As much as it pains me to say it, in my simulation we do not pick high enough to select Jon Beason. That is because barring some kind of malevolent intervention by a higher power I just assume we would at least be in the Super Bowl every year going forward. Therefore, all of my picks from this point on could be had with the final selection in their respective rounds.
|2007 - Actual||2007 - Revised|
|1||Jon Beason||1||Eric Weddle|
|2||Dwayne Jarrett||2||Charles Johnson|
|2||Ryan Kalil||3||Dashon Goldson|
|3||Charles Johnson||4||Desmond Bishop|
|4||Ryne Robinson||5||Brent Grimes|
|5||Dante Rosario||6||Tramon Williams|
|5||Tim Shaw||7||Matt Prater|
We take future All-Pro Eric Weddle at the end of the first. We no longer need Kalil due to having Mangold on the roster, so in the end we take Charles Johnson and Desmond Bishop and follow by beefing up the secondary.
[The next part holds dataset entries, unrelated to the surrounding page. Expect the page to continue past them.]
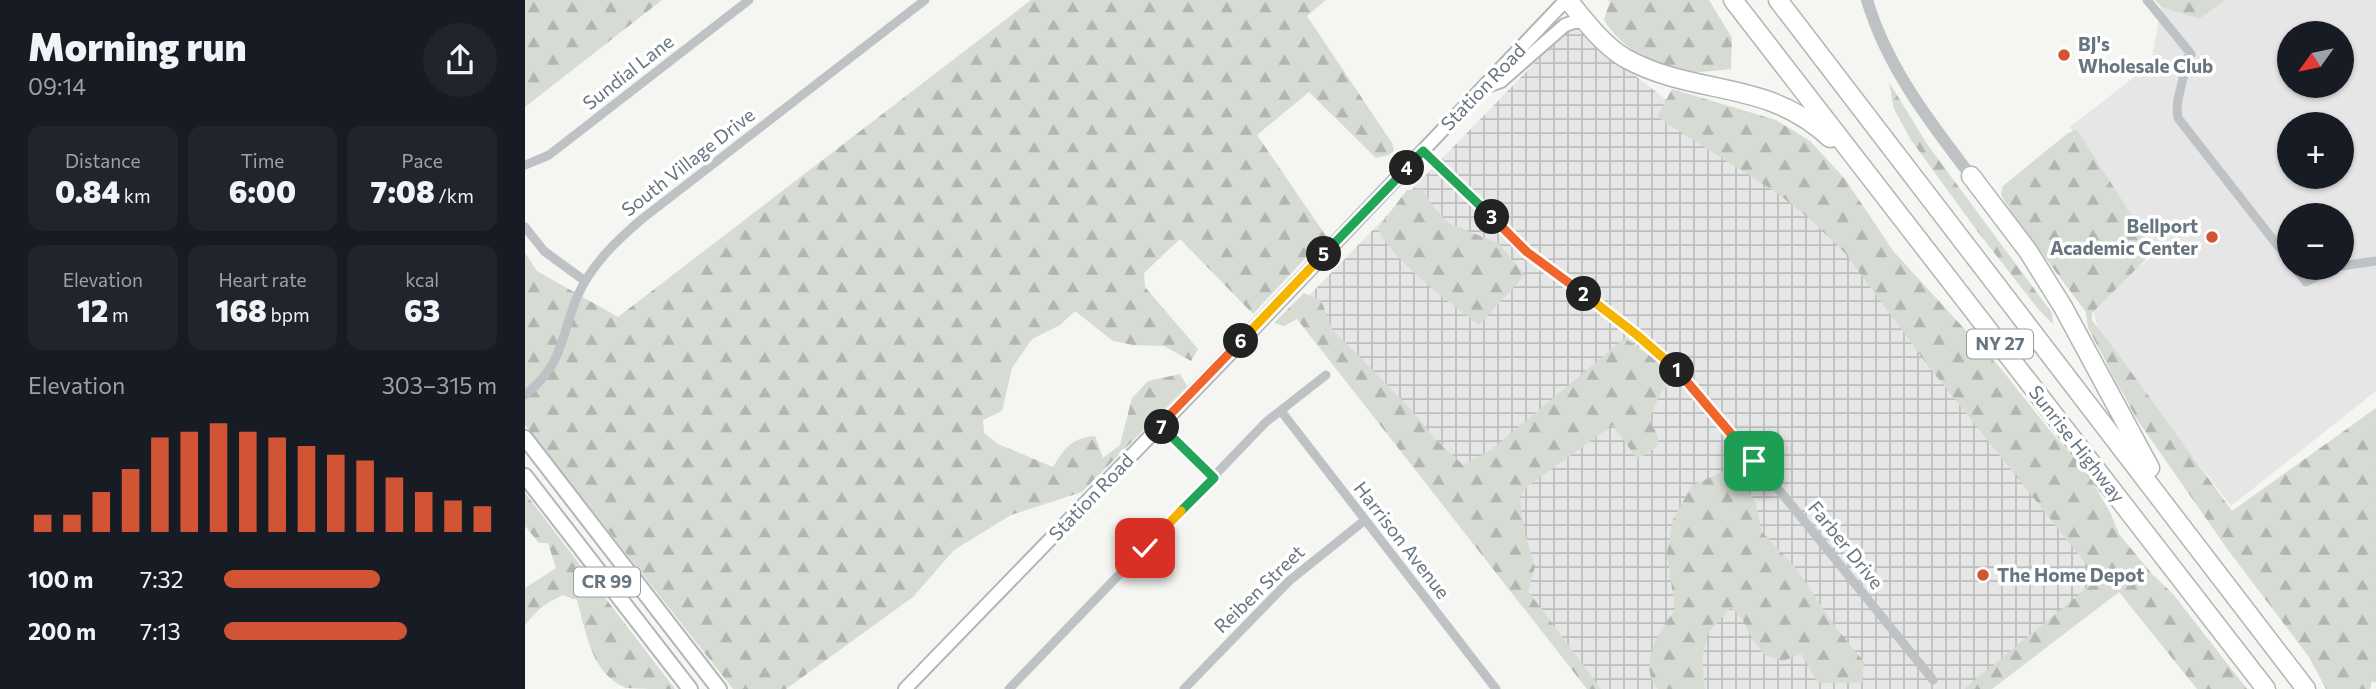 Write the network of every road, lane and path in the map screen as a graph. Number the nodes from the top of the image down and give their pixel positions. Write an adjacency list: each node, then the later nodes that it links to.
1 (749, 0): 11 (street, Sundial Lane)
2 (925, 0): 18 (street, South Village Drive)
3 (1567, 0): 8 (highway); 9 (main road, Station Road)
4 (1733, 0): 13 (highway, Sunrise Highway / NY 27)
5 (1778, 0): 27 (highway, Sunrise Highway / NY 27)
6 (1867, 0): 12 (street)
7 (2147, 0): 15 (street)
8 (1587, 22): 9 (main road); 13 (highway)
9 (1483, 88): 10 (main road, Station Road)
10 (1423, 151): 22 (main road, Station Road); 28 (street, Farber Drive)
11 (525, 165)
12 (1972, 176): 27 (highway)
13 (1891, 204): 35 (highway, Sunrise Highway / NY 27)
14 (525, 227): 18 (street)
15 (2277, 245)
16 (2376, 261): 17 (street)
17 (2354, 264)
18 (585, 281): 20 (street, South Village Drive)
19 (1326, 375): 21 (street)
20 (525, 395)
21 (1281, 411): 25 (street); 26 (street, Harrison Avenue)
22 (1160, 425): 25 (street); 31 (main road, Station Road)
23 (525, 438): 30 (main road, CR 99)
24 (525, 476): 29 (main road, CR 99)
25 (1214, 478): 32 (street)
26 (1365, 520): 33 (street, Reiben Street); 34 (street, Harrison Avenue)
27 (2232, 590): 36 (highway, Sunrise Highway / NY 27)
28 (1933, 680)
29 (690, 689)
30 (719, 689)
31 (905, 689)
32 (1009, 689)
33 (1184, 689)
34 (1496, 689)
35 (2266, 689)
36 (2306, 689) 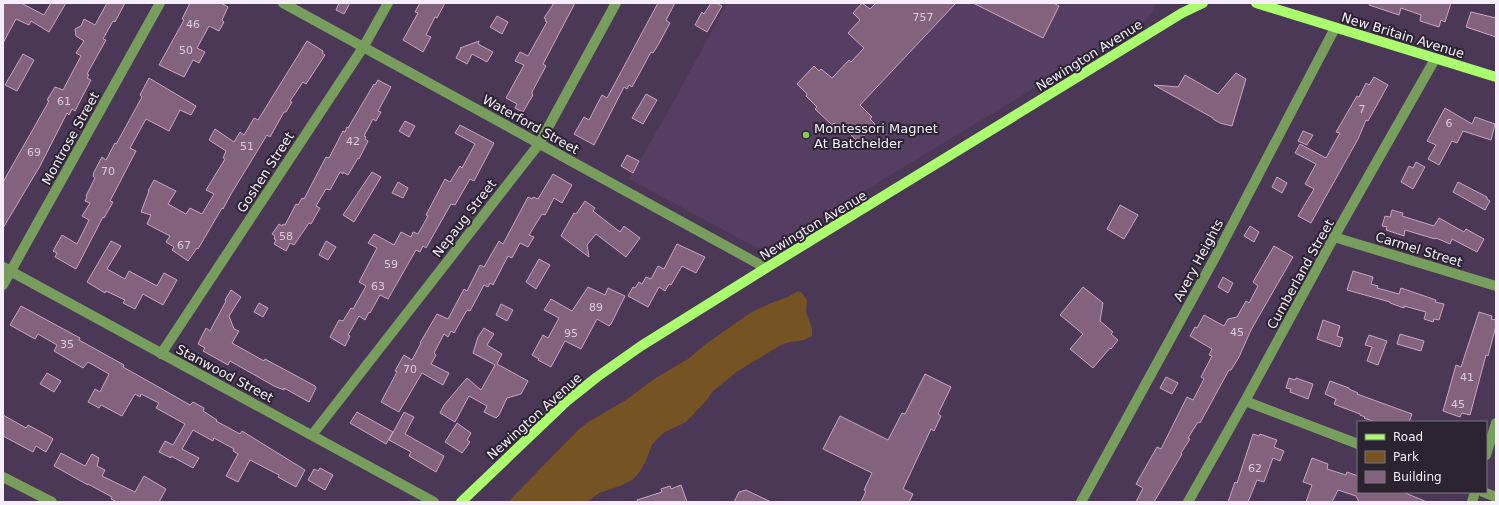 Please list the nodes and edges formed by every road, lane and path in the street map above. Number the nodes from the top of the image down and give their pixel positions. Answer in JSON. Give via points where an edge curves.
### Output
{"nodes":[{"id":1,"x":160,"y":3,"type":"edge"},
{"id":2,"x":283,"y":3,"type":"edge"},
{"id":3,"x":388,"y":3,"type":"edge"},
{"id":4,"x":616,"y":3,"type":"edge"},
{"id":5,"x":1202,"y":3,"type":"edge"},
{"id":6,"x":1256,"y":3,"type":"edge"},
{"id":7,"x":1335,"y":28,"type":"junction"},
{"id":8,"x":364,"y":46,"type":"junction"},
{"id":9,"x":1436,"y":59,"type":"junction"},
{"id":10,"x":1496,"y":77,"type":"edge"},
{"id":11,"x":539,"y":144,"type":"junction"},
{"id":12,"x":1334,"y":237,"type":"junction"},
{"id":13,"x":766,"y":268,"type":"junction"},
{"id":14,"x":7,"y":269,"type":"edge"},
{"id":15,"x":3,"y":285,"type":"edge"},
{"id":16,"x":1496,"y":286,"type":"edge"},
{"id":17,"x":161,"y":354,"type":"junction"},
{"id":18,"x":1245,"y":401,"type":"junction"},
{"id":19,"x":1496,"y":423,"type":"edge"},
{"id":20,"x":312,"y":435,"type":"junction"},
{"id":21,"x":1357,"y":444,"type":"edge"},
{"id":22,"x":1487,"y":452,"type":"edge"},
{"id":23,"x":3,"y":476,"type":"edge"},
{"id":24,"x":1486,"y":493,"type":"edge"},
{"id":25,"x":1496,"y":497,"type":"edge"},
{"id":26,"x":52,"y":502,"type":"edge"},
{"id":27,"x":434,"y":502,"type":"edge"},
{"id":28,"x":461,"y":502,"type":"edge"},
{"id":29,"x":1081,"y":502,"type":"edge"},
{"id":30,"x":1188,"y":502,"type":"edge"}],
"edges":[{"from":1,"to":14,"type":"street","name":"Montrose Street"},
{"from":2,"to":8,"type":"street","name":"Waterford Street"},
{"from":3,"to":8,"type":"street","name":"Goshen Street"},
{"from":4,"to":11,"type":"street","name":"Nepaug Street"},
{"from":5,"to":13,"type":"main road","name":"Newington Avenue"},
{"from":6,"to":7,"type":"main road","name":"New Britain Avenue"},
{"from":7,"to":9,"type":"main road","name":"New Britain Avenue"},
{"from":7,"to":29,"type":"street","name":"Avery Heights","via":[[1218,252]]},
{"from":8,"to":11,"type":"street","name":"Waterford Street"},
{"from":8,"to":17,"type":"street","name":"Goshen Street"},
{"from":9,"to":10,"type":"main road","name":"New Britain Avenue"},
{"from":9,"to":12,"type":"street","name":"Cumberland Street"},
{"from":11,"to":13,"type":"street","name":"Waterford Street"},
{"from":11,"to":20,"type":"street","name":"Nepaug Street"},
{"from":12,"to":16,"type":"street","name":"Carmel Street"},
{"from":12,"to":18,"type":"street","name":"Cumberland Street"},
{"from":13,"to":28,"type":"main road","name":"Newington Avenue","via":[[641,346],[597,377],[563,404]]},
{"from":14,"to":15,"type":"street","name":"Montrose Street"},
{"from":14,"to":17,"type":"street","name":"Stanwood Street"},
{"from":17,"to":20,"type":"street","name":"Stanwood Street"},
{"from":18,"to":21,"type":"street"},
{"from":18,"to":30,"type":"street","name":"Cumberland Street"},
{"from":19,"to":22,"type":"street"},
{"from":20,"to":27,"type":"street","name":"Stanwood Street"},
{"from":23,"to":26,"type":"street"},
{"from":24,"to":25,"type":"street"}]}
Dashon Goldson, Brent Grimes and Tramon Williams provide an immediate boost in quality depth and we take Matt Prater in the seventh to push John Kasay.
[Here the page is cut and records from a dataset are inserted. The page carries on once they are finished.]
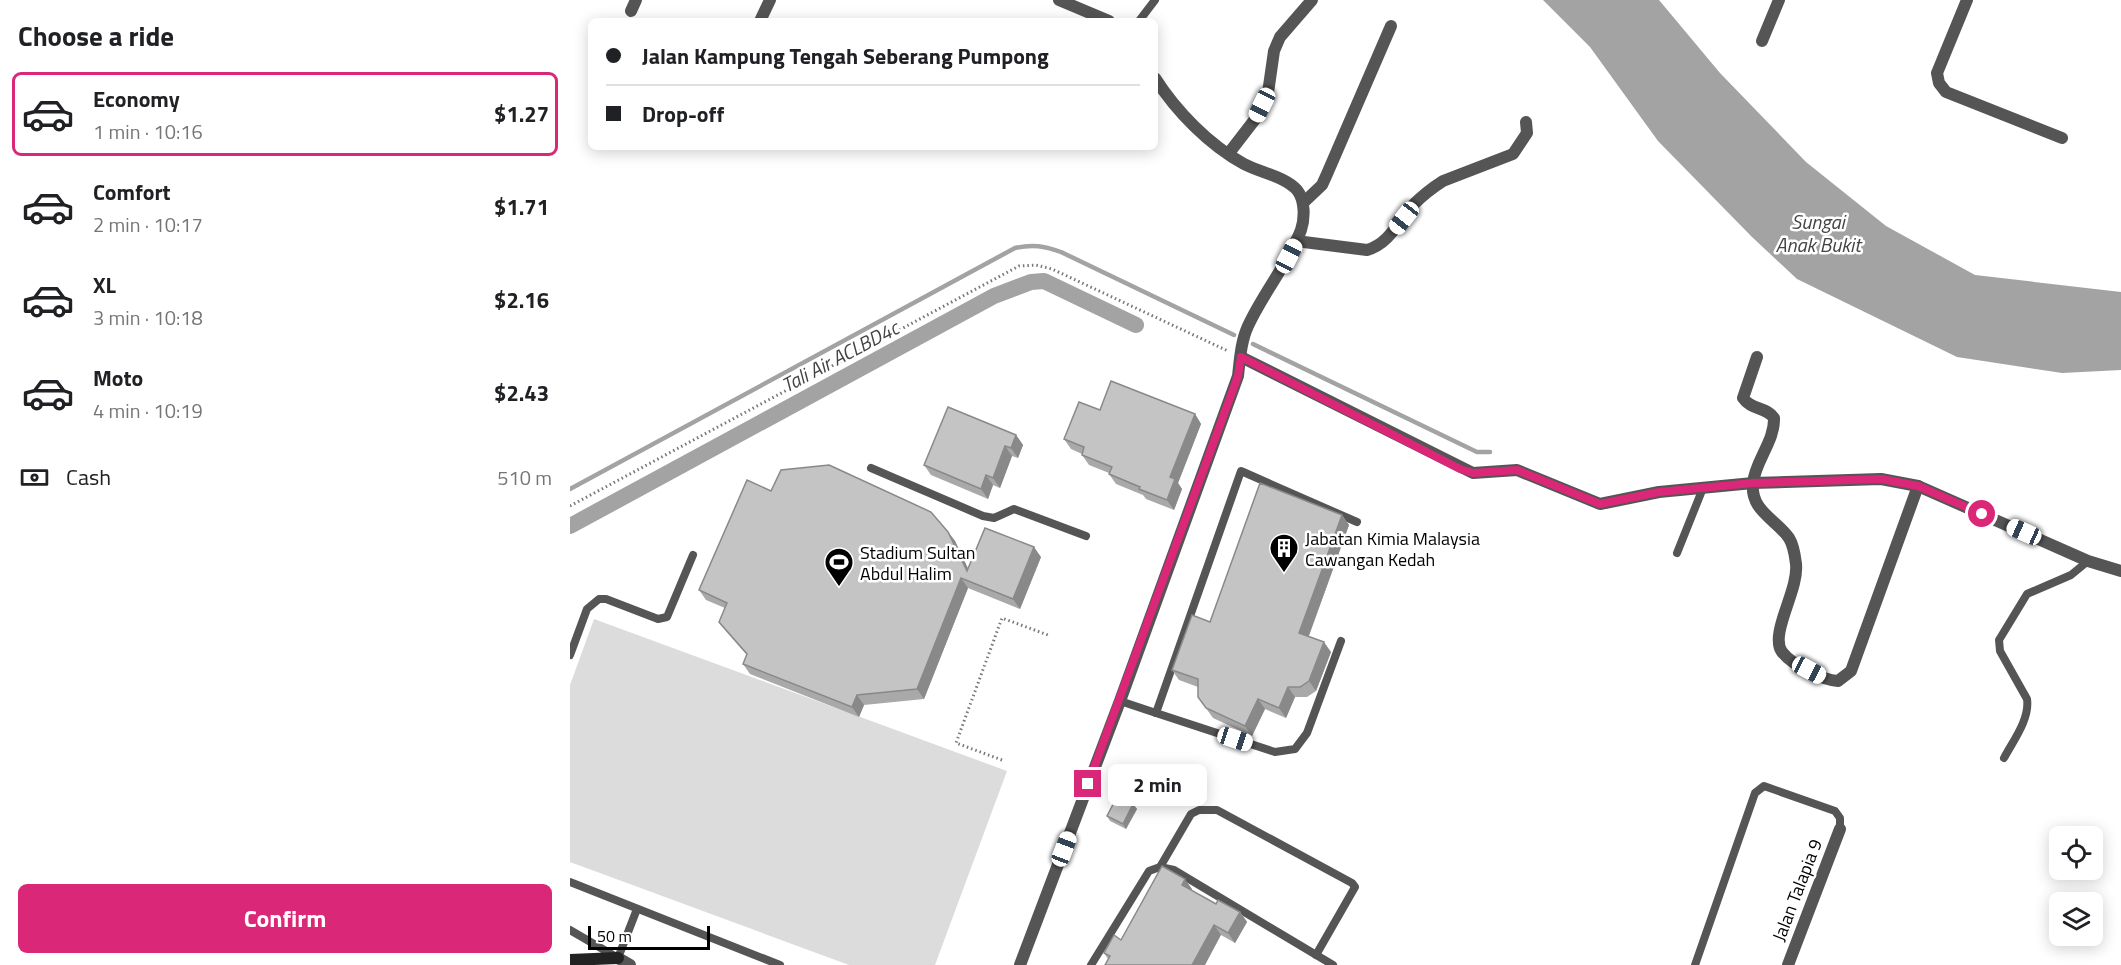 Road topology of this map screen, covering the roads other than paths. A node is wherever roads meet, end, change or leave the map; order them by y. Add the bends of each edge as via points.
1 (770, 0) edge
2 (1059, 0) edge
3 (1155, 0) edge
4 (1312, 0) edge
5 (1779, 0) edge
6 (1967, 0) edge
7 (761, 18) edge
8 (1102, 18) edge
9 (1141, 18) edge
10 (1391, 26) dead end
11 (1762, 41) dead end
12 (1158, 82) edge
13 (1526, 122) dead end
14 (2062, 138) dead end
15 (1229, 153) junction
16 (1303, 203) junction
17 (1296, 241) junction
18 (1241, 357) junction
19 (1756, 357) dead end
20 (871, 468) dead end
21 (1753, 483) junction
22 (1918, 486) junction
23 (1703, 488) junction
24 (1357, 522) dead end
25 (1086, 536) dead end
26 (1677, 553) dead end
27 (693, 555) dead end
28 (2088, 561) junction
29 (2121, 571) edge
30 (1341, 642) dead end
31 (570, 655) edge
32 (1120, 701) junction
33 (1156, 713) junction
34 (2004, 758) dead end
35 (1840, 829) joint
36 (1160, 867) junction
37 (570, 882) edge
38 (637, 909) junction
39 (570, 930) edge
40 (1316, 955) junction
41 (618, 958) junction
42 (570, 960) edge
43 (630, 965) edge
44 (780, 965) edge
45 (1020, 965) edge
46 (1091, 965) edge
47 (1333, 965) edge
48 (1695, 965) edge
49 (1788, 965) edge

1 - 7 street
2 - 8 street
3 - 9 lane
4 - 15 street via 1280,37 1268,93 1256,118
5 - 11 street
6 - 14 street via 1937,73 1939,83 1946,92
10 - 16 street via 1322,185
12 - 15 street via 1187,119
13 - 17 street via 1527,132 1513,154 1443,181 1413,206 1377,248
15 - 16 street via 1291,185
16 - 17 street via 1304,220
17 - 18 street via 1248,327
18 - 23 street via 1473,473 1517,470 1600,504
18 - 32 street via 1234,386
19 - 21 street via 1743,398 1749,405 1772,414 1775,424
20 - 25 lane via 984,516 994,518 1014,509
21 - 22 street via 1881,479
21 - 22 street via 1755,503 1791,541 1797,568 1796,586 1778,645 1790,660 1828,680 1838,681 1857,662
21 - 23 street
22 - 28 street
23 - 26 lane
24 - 33 lane via 1241,471
27 - 31 lane via 667,617 658,619 599,599 587,609
28 - 29 street
28 - 34 lane via 2072,575 2027,594 2000,640 2000,651 2028,706
30 - 33 lane via 1307,733 1295,749 1275,752
32 - 33 lane
32 - 45 street
35 - 48 lane via 1835,811 1764,786 1755,793
35 - 49 street, Jalan Talapia 9
36 - 40 lane via 1174,870
36 - 40 lane via 1191,814 1216,810 1352,883 1355,887
36 - 46 lane via 1149,871
37 - 38 lane
38 - 41 lane
38 - 44 lane
39 - 41 lane
40 - 47 lane
41 - 42 main road
41 - 43 street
|2008 - Actual||2008 - Revised|
|1||Jonathan Stewart||1||Curtis Lofton|
|1||Jeff Otah||2||Jamaal Charles|
|3||Charles Godfrey||3||Carl Nicks|
|3||Dan Connor||4||Brandon Carr|
|5||Gary Barnidge||5||Matt Flynn|
|6||Nick Hayden||6||Peyton Hillis|
|7||Hilee Taylor||7||Mike Tolbert|
|7||Geoff Schwartz||7||David Hawthorne|
|7||Mackenzy Bernadeau||7||Jameel McClain|
We missed out on Jon Beason in '07 but hit a home run with Lofton in '08. Jamaal Charles replaces an aging Willie Parker, Nicks is a multiple-time Pro-Bowler, and everyone else is just gravy.
|2009 - Actual||2009 - Revised|
|2||Everette Brown||1||James Laurinaitis|
|2||Sherrod Martin||2||Mike Wallace|
|3||Corvey Irvin||3||Henry Melton|
|4||Mike Goodson||4||Arian Foster|
|4||Tony Fiametta||5||Matt Slauson|
|5||Duke Robinson||6||Danell Ellerbe|
|7||Captain Munnerlyn||7||Michael Bennett|
When you are able to draft these players and none of them even get to see the field, you've got problems everyone else wishes they had.
|2010 - Actual||2010 - Revised|
|2||Jimmy Clausen||1||Rob Gronkowski|
|3||Brandon Lafell||2||Navorro Bowman|
|3||Armanti Edwards||3||Geno Atkins|
|4||Eric Norwood||4||Kam Chancellor|
|6||Greg Hardy||5||Greg Hardy|
|6||David Gettis||6||Stevie Brown|
|6||Jordan Pugh||7||Victor Cruz|
It is all smooth-sailing now. Gronk replaces the aging Gates at TE immediately, the "We could have had Geno Atkins and Victor Cruz!" debate is put to rest, and we get to keep the Kraken. All is well.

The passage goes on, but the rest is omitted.